Colin Elmer battled the flames while his girlfriend Debbie, 46, and her son Paul, 20, remained trapped in the bedrooms of the burning building in Brandsby Grove.
Fire service workers spoke to Debbie and Paul on their mobile phones giving them lifesaving instructions to shut the bedroom door, to place a coat along the bottom of the door and to get to a window to breathe in fresh air.
After the fire they said the family had a lucky escape as there was no smoke alarm fitted in the home. Colin, 64, said he woke to hear his partner shouting and saw the fire which destroyed the £10,000 kitchen which had just been completed the day before.
“I had put the chip pan on and fell asleep in the living room,” Colin said. “I woke up – it must have been just before 2am – to Debbie shouting.
“I knew then instinctively that I had left the chip pan on.

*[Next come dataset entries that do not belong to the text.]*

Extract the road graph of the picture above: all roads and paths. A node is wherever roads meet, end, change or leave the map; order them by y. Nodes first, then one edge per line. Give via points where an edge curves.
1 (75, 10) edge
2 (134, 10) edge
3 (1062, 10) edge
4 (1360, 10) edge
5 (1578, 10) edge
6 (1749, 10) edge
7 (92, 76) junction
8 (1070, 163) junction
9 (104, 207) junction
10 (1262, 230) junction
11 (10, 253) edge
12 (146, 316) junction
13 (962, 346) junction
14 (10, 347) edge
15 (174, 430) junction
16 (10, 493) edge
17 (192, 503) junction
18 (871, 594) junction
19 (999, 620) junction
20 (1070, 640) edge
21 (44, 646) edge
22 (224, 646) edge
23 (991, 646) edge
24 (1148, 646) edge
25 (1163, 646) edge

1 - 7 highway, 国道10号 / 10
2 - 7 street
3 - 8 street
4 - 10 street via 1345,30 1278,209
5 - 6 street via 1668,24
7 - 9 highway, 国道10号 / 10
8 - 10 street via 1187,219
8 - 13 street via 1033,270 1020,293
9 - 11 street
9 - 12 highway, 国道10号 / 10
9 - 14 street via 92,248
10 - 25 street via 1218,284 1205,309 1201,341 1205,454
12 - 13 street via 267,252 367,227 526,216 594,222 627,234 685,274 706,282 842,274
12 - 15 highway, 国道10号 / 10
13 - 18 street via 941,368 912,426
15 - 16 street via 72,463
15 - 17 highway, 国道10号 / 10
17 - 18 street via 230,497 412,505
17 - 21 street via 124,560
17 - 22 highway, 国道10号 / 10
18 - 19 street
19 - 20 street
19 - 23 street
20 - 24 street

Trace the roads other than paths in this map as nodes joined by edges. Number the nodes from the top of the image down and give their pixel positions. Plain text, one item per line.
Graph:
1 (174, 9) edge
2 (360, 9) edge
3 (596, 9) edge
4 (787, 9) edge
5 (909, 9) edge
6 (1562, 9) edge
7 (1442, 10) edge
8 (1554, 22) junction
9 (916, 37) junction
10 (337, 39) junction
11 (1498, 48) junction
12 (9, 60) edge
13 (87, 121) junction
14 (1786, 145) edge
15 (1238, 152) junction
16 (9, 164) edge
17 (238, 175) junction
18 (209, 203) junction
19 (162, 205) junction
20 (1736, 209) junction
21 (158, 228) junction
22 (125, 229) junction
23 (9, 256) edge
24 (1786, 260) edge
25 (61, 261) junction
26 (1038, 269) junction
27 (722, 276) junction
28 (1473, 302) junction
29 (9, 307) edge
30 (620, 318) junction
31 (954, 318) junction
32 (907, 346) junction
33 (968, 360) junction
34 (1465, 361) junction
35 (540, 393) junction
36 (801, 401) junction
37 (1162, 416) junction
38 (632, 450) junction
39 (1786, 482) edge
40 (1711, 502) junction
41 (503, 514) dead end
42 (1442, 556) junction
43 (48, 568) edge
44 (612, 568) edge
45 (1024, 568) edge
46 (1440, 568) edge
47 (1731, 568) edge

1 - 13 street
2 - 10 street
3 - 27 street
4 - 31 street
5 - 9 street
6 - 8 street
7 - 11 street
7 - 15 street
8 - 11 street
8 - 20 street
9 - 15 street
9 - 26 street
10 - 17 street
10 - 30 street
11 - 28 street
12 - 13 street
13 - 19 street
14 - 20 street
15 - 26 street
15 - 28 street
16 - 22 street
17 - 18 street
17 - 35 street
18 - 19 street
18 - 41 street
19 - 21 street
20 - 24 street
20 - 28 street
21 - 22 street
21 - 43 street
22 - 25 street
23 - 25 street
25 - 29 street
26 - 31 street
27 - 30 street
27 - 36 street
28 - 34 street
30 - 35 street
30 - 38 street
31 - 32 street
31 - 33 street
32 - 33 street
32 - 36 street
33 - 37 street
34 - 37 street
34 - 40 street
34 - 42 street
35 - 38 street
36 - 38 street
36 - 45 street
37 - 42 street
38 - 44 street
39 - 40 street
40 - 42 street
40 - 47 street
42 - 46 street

I ran to the kitchen and saw flames leaping up from the oven and work surface. The heat was so intense. I was nearly crying with frustration that I couldn’t get near the fire. I felt so inadequate.
“All I could think of was that Debbie and Paul were upstairs and I didn’t want the whole house to go up. I just wanted to find some way of stopping the fire.”
Colin said he began heaping on piles of damp tea towels on the flames in an attempt to put out the blaze.
He said: “The fire started to fizzle out and I managed to grab the chip pan and put it in the garden.
“About that time the firefighters arrived. Debbie had called them.
“She told me later that when she woke up all she saw was black smoke and she couldn’t see. She said when she looked out of the bedroom window she saw a ball of fire in the kitchen in the reflection of the glass.
“She thought I was lying dead in the kitchen.”
Firefighters led Colin, who suffers with chest problems, out into the garden and helped Debbie and Paul get out of the smoke-filled property using breathing apparatus.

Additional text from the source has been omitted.